## Exercise description
Wherever a picture appears, skip it and retype the rest of the data exactly.

## Task material
*** Begin section ***
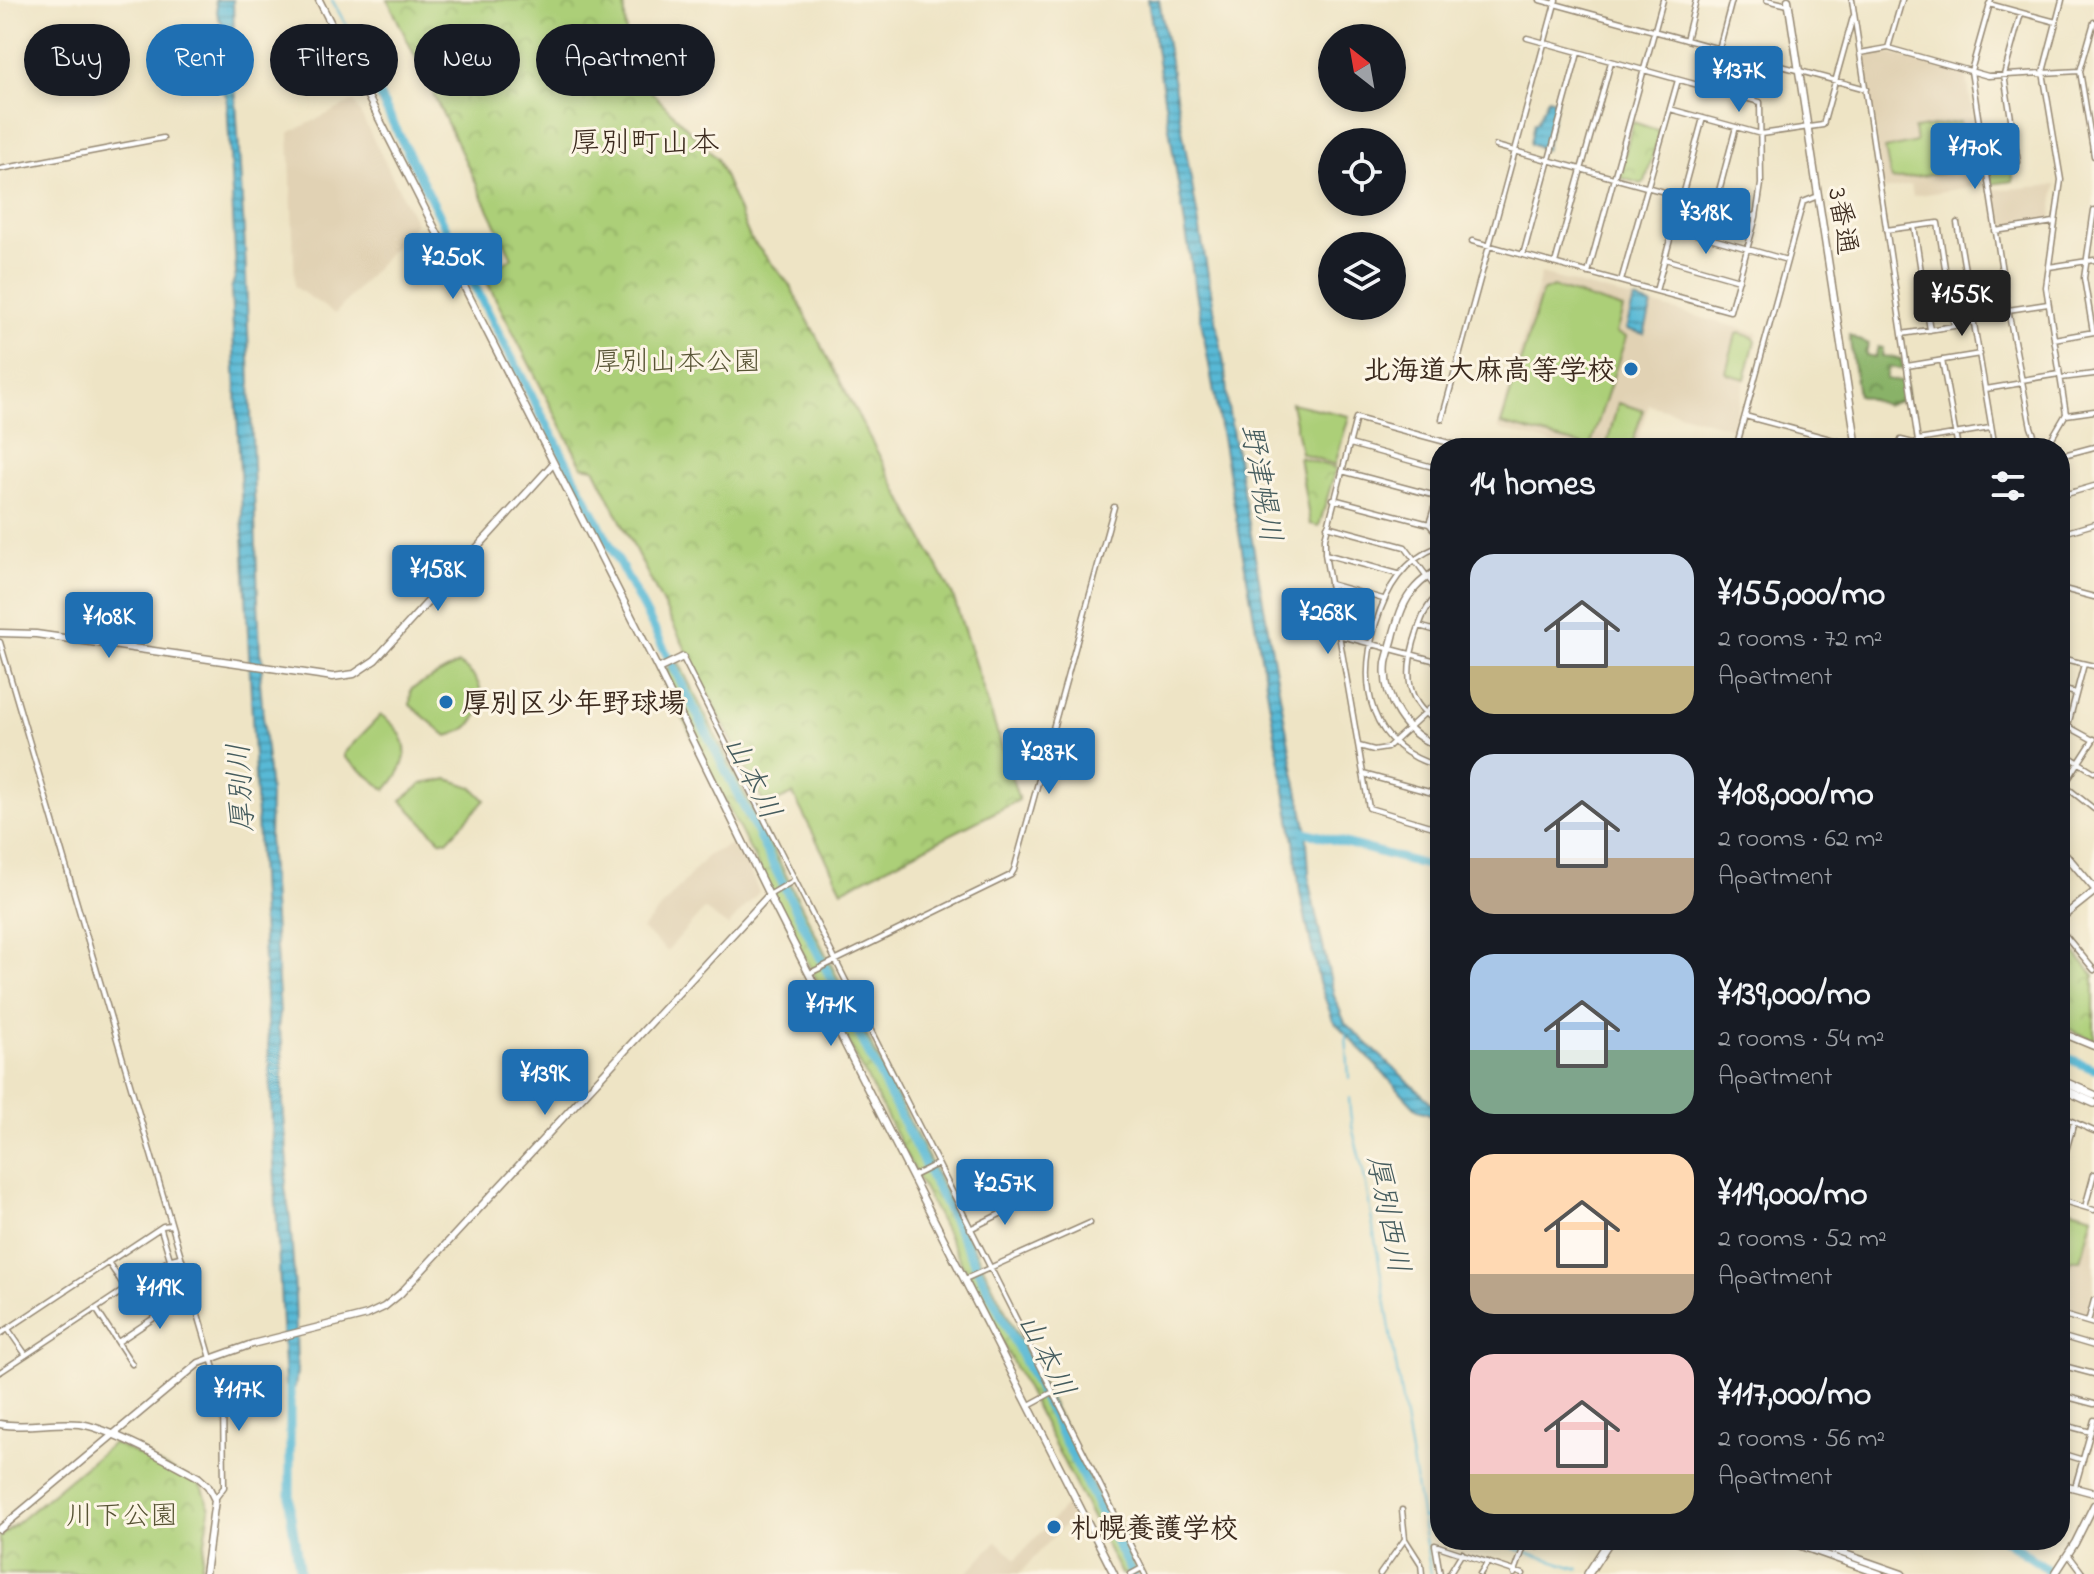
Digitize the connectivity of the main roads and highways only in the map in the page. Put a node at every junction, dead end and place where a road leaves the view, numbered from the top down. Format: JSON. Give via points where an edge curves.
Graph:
{"nodes":[{"id":1,"x":2070,"y":1084,"type":"edge"},
{"id":2,"x":2070,"y":1092,"type":"edge"},
{"id":3,"x":2094,"y":1095,"type":"edge"},
{"id":4,"x":2094,"y":1103,"type":"edge"},
{"id":5,"x":1604,"y":1550,"type":"edge"},
{"id":6,"x":1588,"y":1574,"type":"edge"}],
"edges":[{"from":1,"to":3,"type":"main road"},
{"from":2,"to":4,"type":"main road"},
{"from":5,"to":6,"type":"main road"}]}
*** End section ***
## Written solution
Digitize the connectivity of the main roads and highways only in the map in the page. Put a node at every junction, dead end and place where a road leaves the view, numbered from the top down. Format: JSON. Give via points where an edge curves.
Graph:
{"nodes":[{"id":1,"x":2070,"y":1084,"type":"edge"},
{"id":2,"x":2070,"y":1092,"type":"edge"},
{"id":3,"x":2094,"y":1095,"type":"edge"},
{"id":4,"x":2094,"y":1103,"type":"edge"},
{"id":5,"x":1604,"y":1550,"type":"edge"},
{"id":6,"x":1588,"y":1574,"type":"edge"}],
"edges":[{"from":1,"to":3,"type":"main road"},
{"from":2,"to":4,"type":"main road"},
{"from":5,"to":6,"type":"main road"}]}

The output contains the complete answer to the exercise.